The npm side includes package names like paysafe-checkout, paysafe-vault, paysafe-api, paysafe-node, paysafe-payments, paysafe-sdk, paysafe-kyc, paysafe-js, paysafe-cards, paysafe-fraud, skrill, skrill-sdk, and skrill-payments; the PyPI side includes neteller and three companion packages. None of these are official SDKs — Paysafe, Skrill, and Neteller do not publish first-party packages under these names, which is exactly what makes them attractive typosquat targets for developers integrating payment flows quickly.

Each package fully implements the expected client-facing API surface. Calls like checkout, tokenize, or KYC verification return convincing, well-formed success responses, so a developer testing the integration sees nothing wrong. Underneath, the package scans the process environment for variables whose names contain KEY, SECRET, TOKEN, PASS, AUTH, or API — sweeping up PAYSAFE_API_KEY, AWS_SECRET_ACCESS_KEY, GITHUB_TOKEN, NPM_TOKEN, and any similarly named CI/CD or cloud credential sitting in scope.

The two registries behave differently. The npm packages only trigger exfiltration when a Paysafe API key is actually present in the environment and the fake SDK method is invoked — a gate that limits blast radius but also means the packages can sit dormant and undetected in a dependency tree until the right conditions line up. The PyPI packages skip that gate entirely: exfiltration fires automatically on import, no API key or method call required.

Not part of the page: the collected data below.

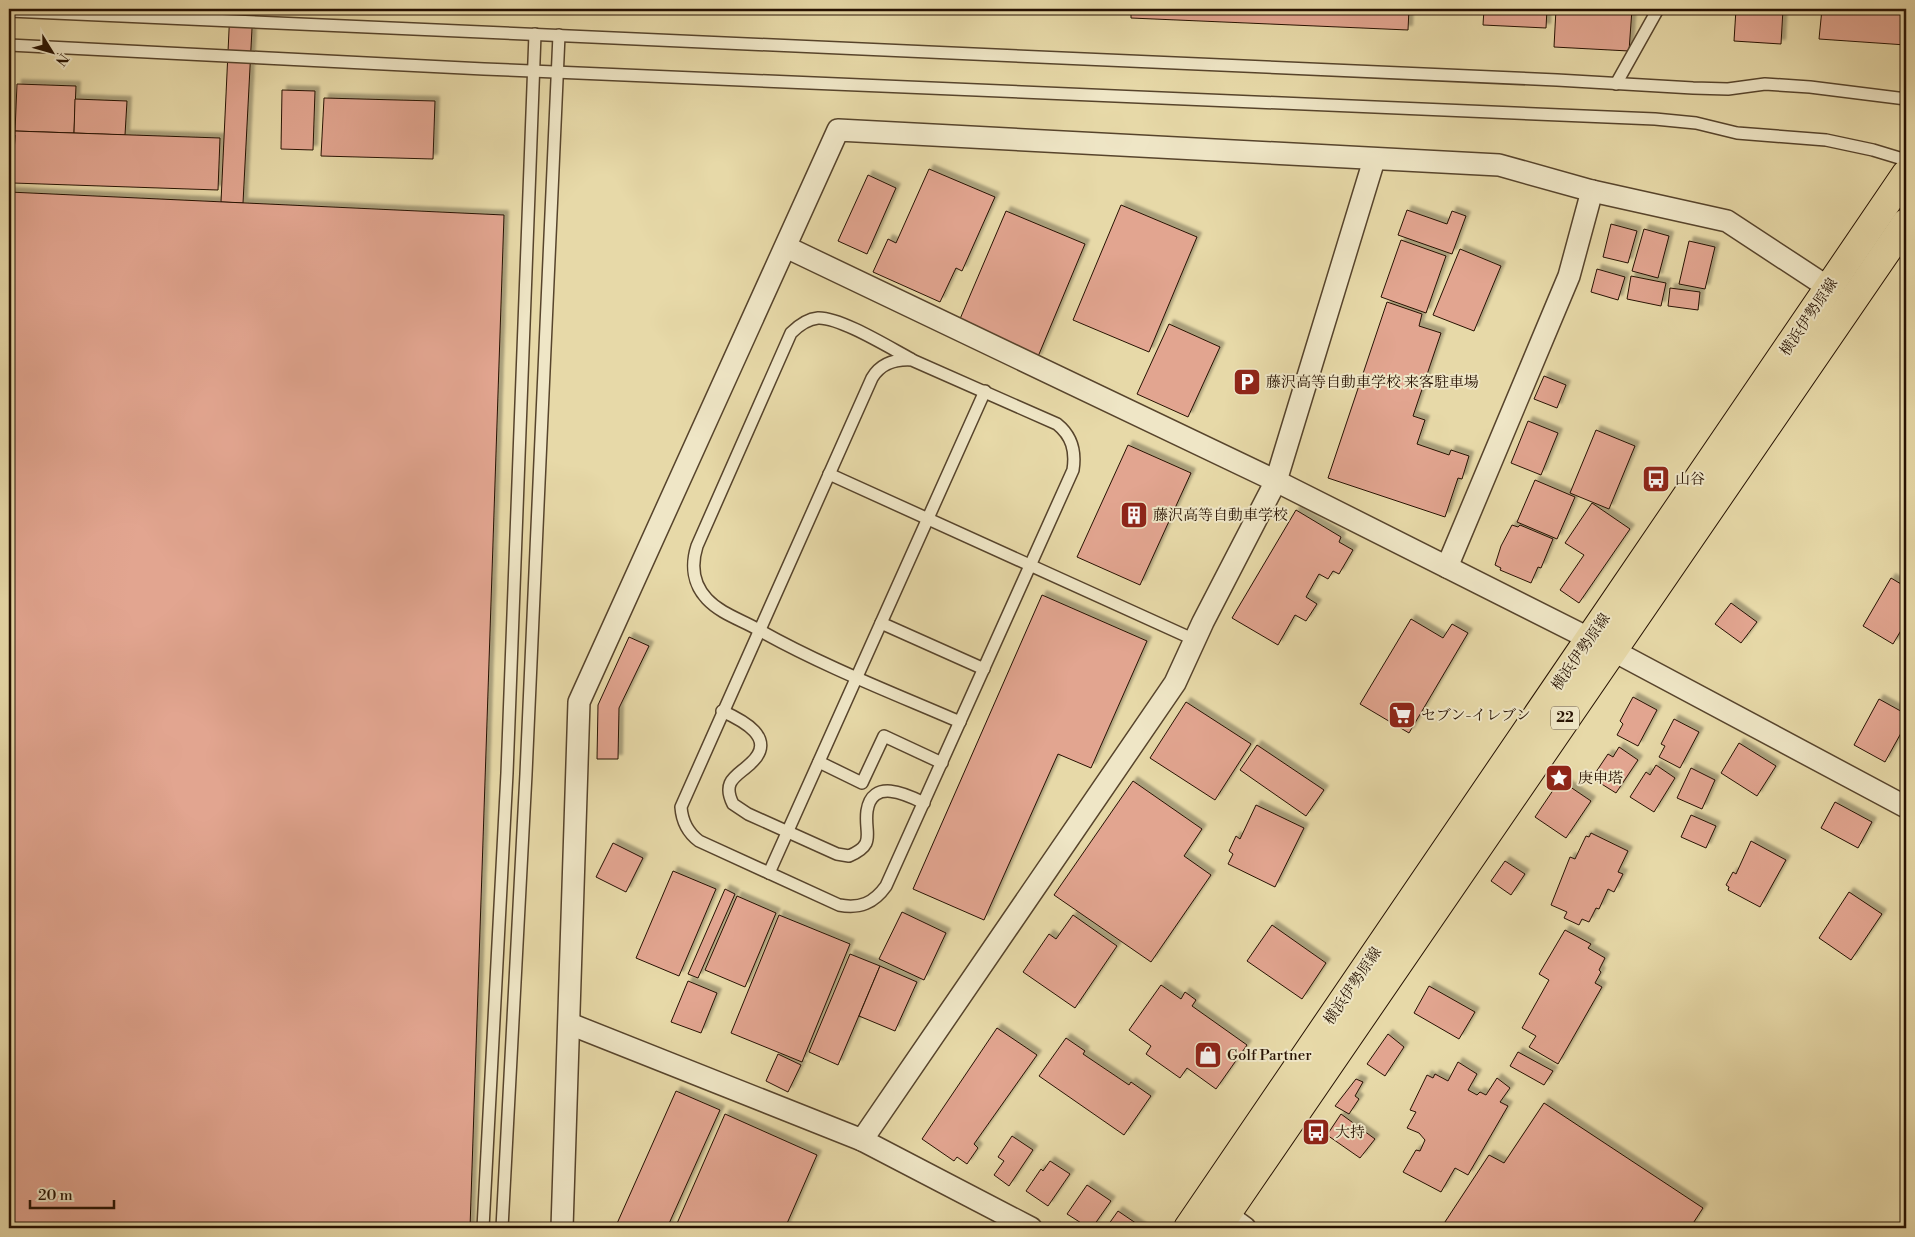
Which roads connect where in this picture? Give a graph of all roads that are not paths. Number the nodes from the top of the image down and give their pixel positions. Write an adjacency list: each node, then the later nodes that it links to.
1 (1658, 9): 8 (lane)
2 (9, 11): 3 (lane)
3 (535, 34): 4 (lane); 6 (lane)
4 (559, 35): 7 (lane); 8 (lane)
5 (9, 45): 6 (lane)
6 (534, 70): 7 (lane); 41 (lane)
7 (557, 71): 11 (lane); 42 (lane)
8 (1616, 84): 9 (lane)
9 (1906, 99)
10 (1374, 160): 13 (street); 15 (street); 20 (street)
11 (1906, 160)
12 (1906, 174): 16 (main road, 横浜伊勢原線 / 22)
13 (1592, 191): 16 (street); 23 (street)
14 (1906, 223): 27 (main road, 横浜伊勢原線 / 22)
15 (786, 247): 20 (street); 38 (street)
16 (1829, 288): 27 (main road, 横浜伊勢原線 / 22)
17 (912, 360): 18 (lane); 19 (lane); 25 (lane)
18 (985, 391): 21 (lane); 22 (lane)
19 (829, 474): 21 (lane); 25 (lane)
20 (1276, 482): 23 (street); 26 (street)
21 (928, 519): 22 (lane); 24 (lane)
22 (1030, 566): 26 (lane); 28 (lane)
23 (1446, 568): 27 (street)
24 (881, 623): 28 (lane); 29 (lane)
25 (759, 630): 29 (lane); 30 (lane)
26 (1195, 640): 39 (street)
27 (1601, 645): 35 (street); 40 (main road, 横浜伊勢原線 / 22)
28 (984, 669): 31 (lane)
29 (857, 676): 31 (lane); 32 (lane)
30 (722, 711): 36 (lane); 37 (lane)
31 (960, 722): 33 (lane)
32 (819, 762): 33 (lane); 36 (lane)
33 (942, 763): 34 (lane)
34 (924, 803): 36 (lane); 37 (lane)
35 (1906, 807)
36 (788, 831): 37 (lane)
37 (768, 873)
38 (570, 1024): 39 (street); 43 (street)
39 (862, 1140): 44 (street)
40 (1224, 1218): 45 (main road, 横浜伊勢原線 / 22)
41 (483, 1228)
42 (502, 1228)
43 (562, 1228)
44 (1031, 1228)
45 (1188, 1228)

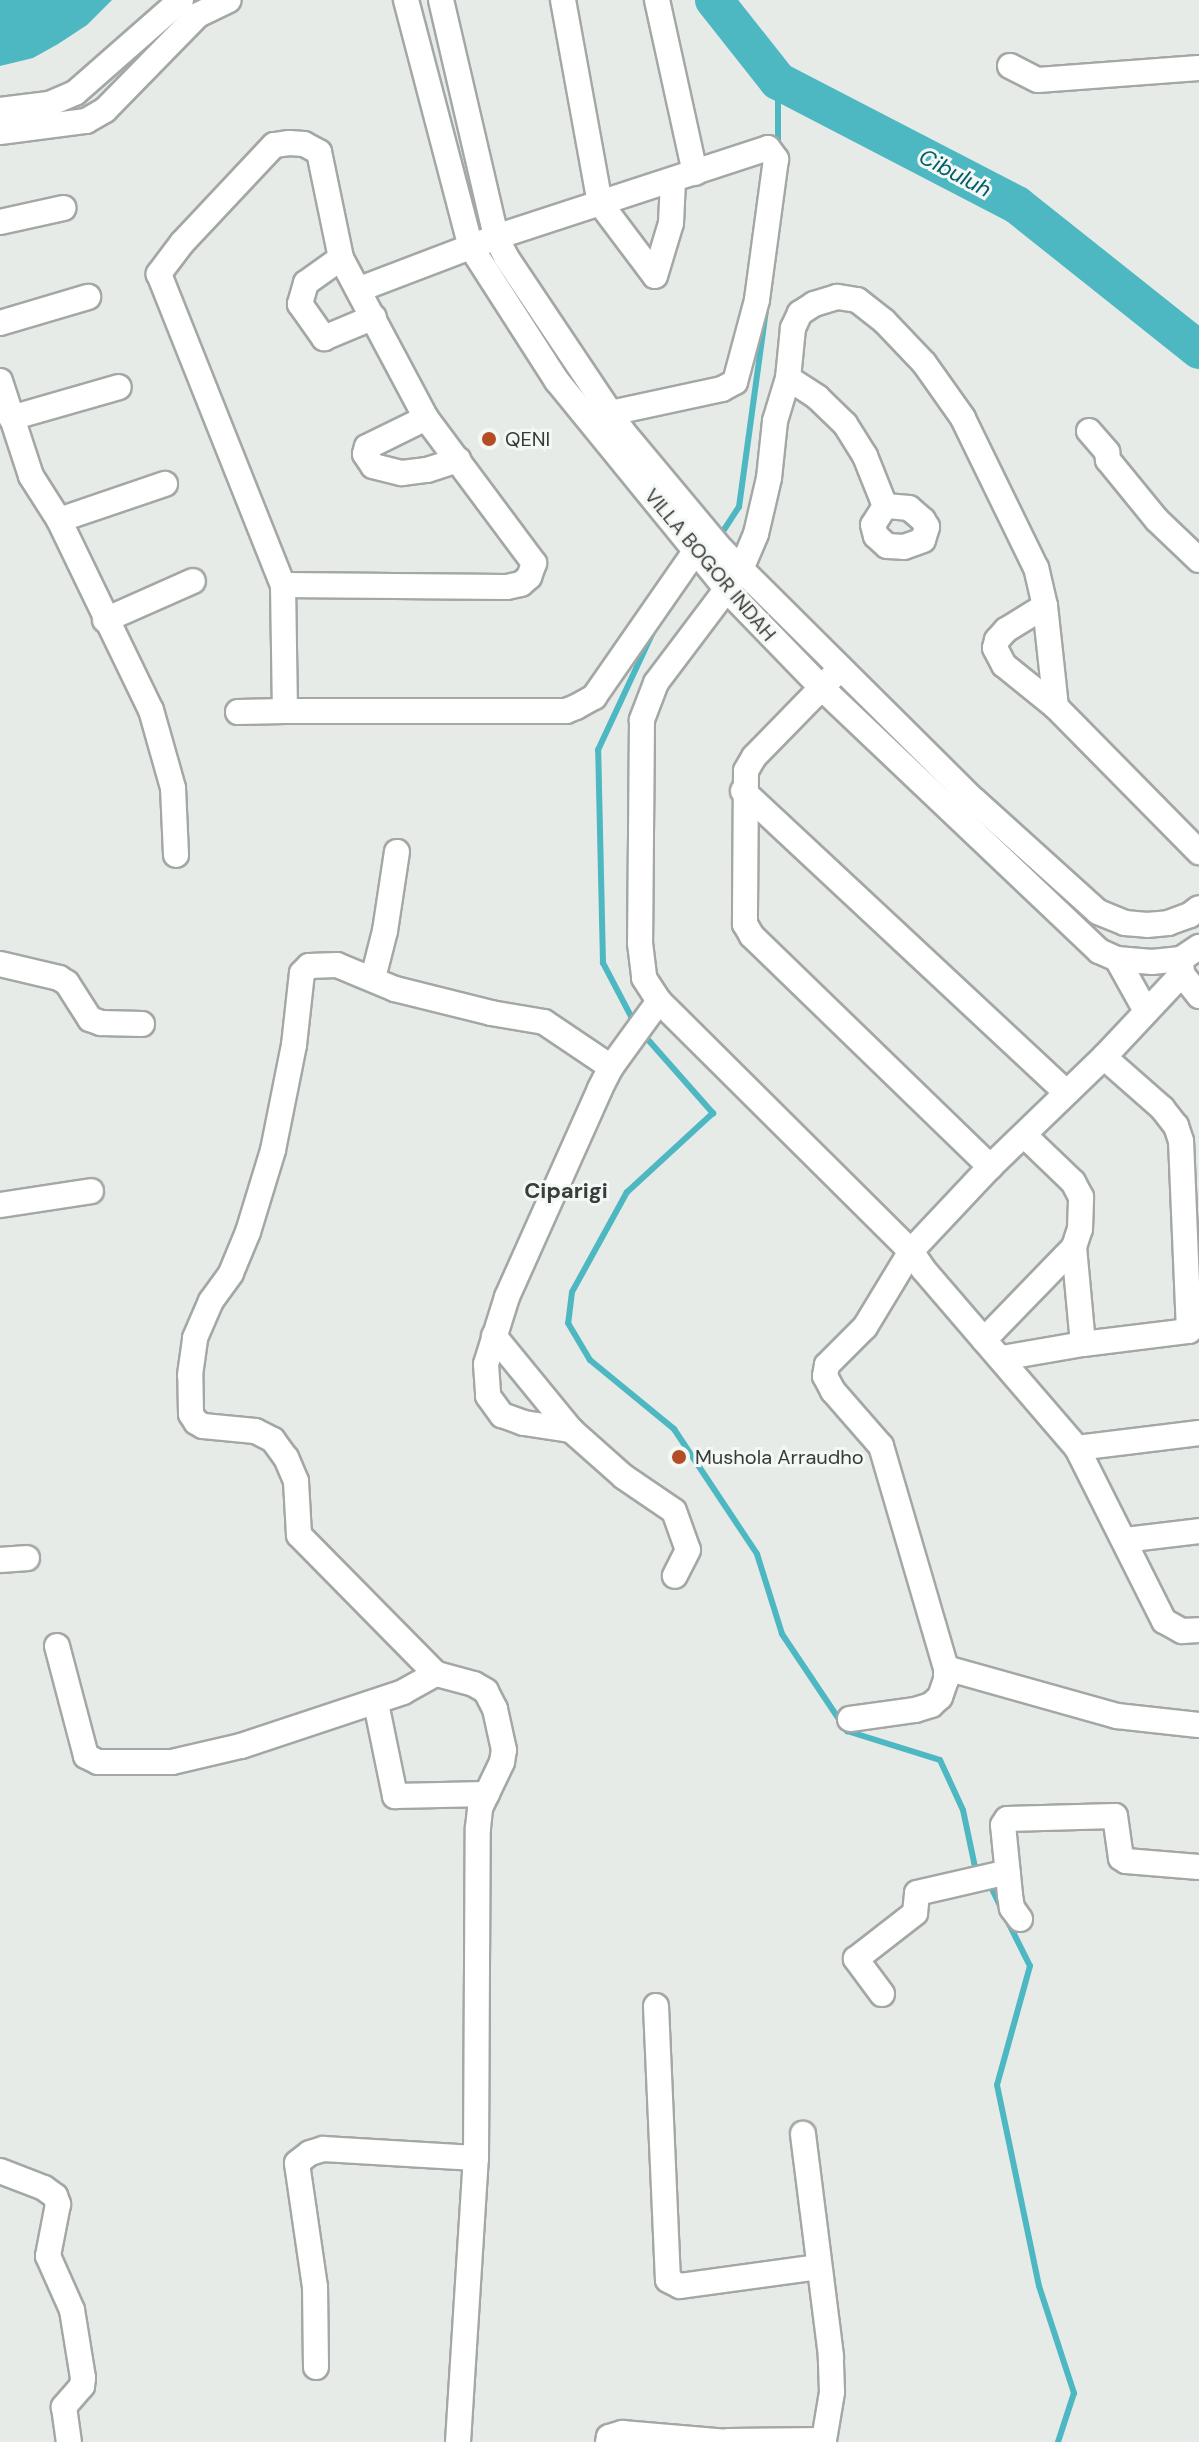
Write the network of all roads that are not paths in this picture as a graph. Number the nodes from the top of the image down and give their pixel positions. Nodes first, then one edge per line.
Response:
1 (181, 0) edge
2 (229, 0) edge
3 (406, 0) edge
4 (441, 0) edge
5 (563, 0) edge
6 (657, 0) edge
7 (1010, 66) dead end
8 (1199, 68) edge
9 (0, 110) edge
10 (0, 132) edge
11 (684, 177) junction
12 (600, 203) junction
13 (63, 208) dead end
14 (0, 222) edge
15 (496, 237) junction
16 (471, 247) junction
17 (341, 258) junction
18 (360, 289) junction
19 (88, 297) dead end
20 (374, 317) junction
21 (0, 323) edge
22 (788, 378) junction
23 (0, 381) edge
24 (119, 387) dead end
25 (611, 413) junction
26 (11, 418) junction
27 (426, 418) junction
28 (1089, 431) dead end
29 (458, 460) junction
30 (165, 484) dead end
31 (885, 506) dead end
32 (59, 520) junction
33 (706, 554) junction
34 (1199, 560) edge
35 (741, 570) junction
36 (193, 581) dead end
37 (283, 585) junction
38 (728, 591) junction
39 (1045, 606) junction
40 (105, 620) junction
41 (840, 669) junction
42 (822, 688) junction
43 (1056, 707) junction
44 (285, 711) junction
45 (238, 712) dead end
46 (743, 791) junction
47 (397, 852) dead end
48 (1199, 852) edge
49 (176, 855) dead end
50 (1199, 908) edge
51 (1117, 959) junction
52 (1187, 960) edge
53 (0, 964) edge
54 (373, 978) junction
55 (1199, 996) edge
56 (653, 1009) junction
57 (1146, 1011) junction
58 (142, 1024) dead end
59 (1104, 1057) junction
60 (611, 1067) junction
61 (1066, 1092) junction
62 (1024, 1135) junction
63 (990, 1167) junction
64 (91, 1191) dead end
65 (0, 1205) edge
66 (1074, 1247) junction
67 (911, 1251) junction
68 (1194, 1331) edge
69 (494, 1336) junction
70 (984, 1340) junction
71 (1083, 1344) junction
72 (1002, 1358) junction
73 (571, 1430) junction
74 (1199, 1433) edge
75 (1077, 1448) junction
76 (1199, 1531) edge
77 (1125, 1540) junction
78 (27, 1558) dead end
79 (0, 1560) edge
80 (675, 1576) dead end
81 (1199, 1630) edge
82 (57, 1646) dead end
83 (946, 1668) junction
84 (436, 1674) junction
85 (378, 1713) dead end
86 (850, 1719) dead end
87 (1199, 1725) edge
88 (487, 1794) junction
89 (1199, 1867) edge
90 (1008, 1872) junction
91 (1020, 1919) dead end
92 (882, 1994) dead end
93 (656, 2006) dead end
94 (803, 2134) dead end
95 (476, 2158) junction
96 (0, 2171) edge
97 (818, 2267) junction
98 (316, 2367) dead end
99 (824, 2441) edge
100 (69, 2442) edge
101 (458, 2442) edge
102 (608, 2442) edge
103 (728, 2442) edge

1 - 9 street
2 - 10 street
3 - 16 street, VILLA BOGOR INDAH
4 - 15 street, VILLA BOGOR INDAH
5 - 12 street
6 - 11 street
7 - 8 street
11 - 12 street
11 - 12 street
11 - 25 street
12 - 15 street
13 - 14 street
15 - 16 street
15 - 25 street, VILLA BOGOR INDAH
16 - 18 street
16 - 33 street, VILLA BOGOR INDAH
17 - 18 street
17 - 20 street
17 - 37 street
18 - 20 street
19 - 21 street
20 - 27 street
22 - 31 street
22 - 35 street
22 - 39 street
23 - 26 street
24 - 26 street
25 - 33 street, VILLA BOGOR INDAH
26 - 32 street
27 - 29 street
27 - 29 street
28 - 34 street
29 - 37 street
30 - 32 street
32 - 40 street
33 - 35 street, VILLA BOGOR INDAH
33 - 38 street, VILLA BOGOR INDAH
33 - 44 street
35 - 38 street
35 - 41 street, VILLA BOGOR INDAH
36 - 40 street
37 - 44 street
38 - 42 street, VILLA BOGOR INDAH
38 - 56 street
39 - 43 street
39 - 43 street
40 - 49 street
41 - 42 street
41 - 50 street, VILLA BOGOR INDAH
42 - 46 street
42 - 51 street, VILLA BOGOR INDAH
43 - 48 street
44 - 45 street
46 - 61 street
46 - 63 street
47 - 54 street
51 - 52 street, VILLA BOGOR INDAH
51 - 57 street
52 - 55 street
52 - 57 street
53 - 58 street
54 - 60 street
54 - 84 street
56 - 60 street
56 - 67 street
57 - 59 street
59 - 61 street
59 - 68 street
60 - 69 street
61 - 62 street
62 - 63 street
62 - 66 street
63 - 67 street
64 - 65 street
66 - 70 street
66 - 71 street
67 - 70 street
67 - 83 street
68 - 71 street
69 - 73 street
69 - 73 street
70 - 72 street
71 - 72 street
72 - 75 street
73 - 80 street
74 - 75 street
75 - 77 street
76 - 77 street
77 - 81 street
78 - 79 street
82 - 84 street
83 - 86 street
83 - 87 street
84 - 88 street
85 - 88 street
88 - 95 street
89 - 90 street
90 - 91 street
90 - 92 street
93 - 97 street
94 - 97 street
95 - 98 street
95 - 101 street
96 - 100 street
97 - 99 street
99 - 103 street
102 - 103 street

Exfiltrated data — hostname, username, environment secrets, and API usage metadata — is sent to a command-and-control endpoint reached only after multiple decoding stages (XOR, character shifting, reversal) that resolve to a lightweight tunneling/relay host rather than a static IP. The malware also checks for analysis conditions before firing: fewer than two CPU cores, or a hostname/username containing strings like sandbox, analyzer, cuckoo, vmware, or vbox causes it to exit quietly instead of exfiltrating — standard sandbox-evasion logic meant to keep the package looking clean under automated scanning.

Impact

The primary targets are developers and CI pipelines integrating payment processing — fintech backends, e-commerce checkout flows, and KYC/compliance tooling that would plausibly need a Paysafe, Skrill, or Neteller client. Because the stolen secrets include AWS keys, GitHub tokens, and npm tokens (not just payment-provider credentials), a single bad install can cascade into cloud account compromise, source-repository access, or the ability to publish further malicious packages under a stolen npm identity — the same pattern that has fueled prior self-propagating npm worm campaigns. CI runners are especially exposed: a build step that npm installs or pip installs one of these packages while payment or cloud secrets are present in the environment will exfiltrate on the very first run, with no further interaction needed.

Mitigation

  • Audit package.json/package-lock.json and requirements.txt/lockfiles for any of the named packages (paysafe-checkout, paysafe-vault, paysafe-api, paysafe-node, paysafe-payments, paysafe-sdk, paysafe-kyc, paysafe-js, paysafe-cards, paysafe-fraud, skrill, skrill-sdk, skrill-payments, neteller) and remove them immediately if present.
  • Only install official Paysafe, Skrill, and Neteller SDKs from vendor-confirmed package names and repositories — verify publisher identity, not just the package name.
  • Search CI logs for PAYSAFE_API_KEY, AWS_SECRET_ACCESS_KEY, GITHUB_TOKEN, or NPM_TOKEN appearing alongside any of the malicious package names in install logs.
  • Rotate any credential that could have been present in an environment where these packages were installed, including AWS keys, GitHub PATs, and npm publish tokens.
  • Use a registry-scanning tool (Socket, npm audit signatures, or equivalent) in CI to catch typosquats before install rather than after.
  • Pin dependencies and disable auto-install of transitive packages with unreviewed version bumps where feasible.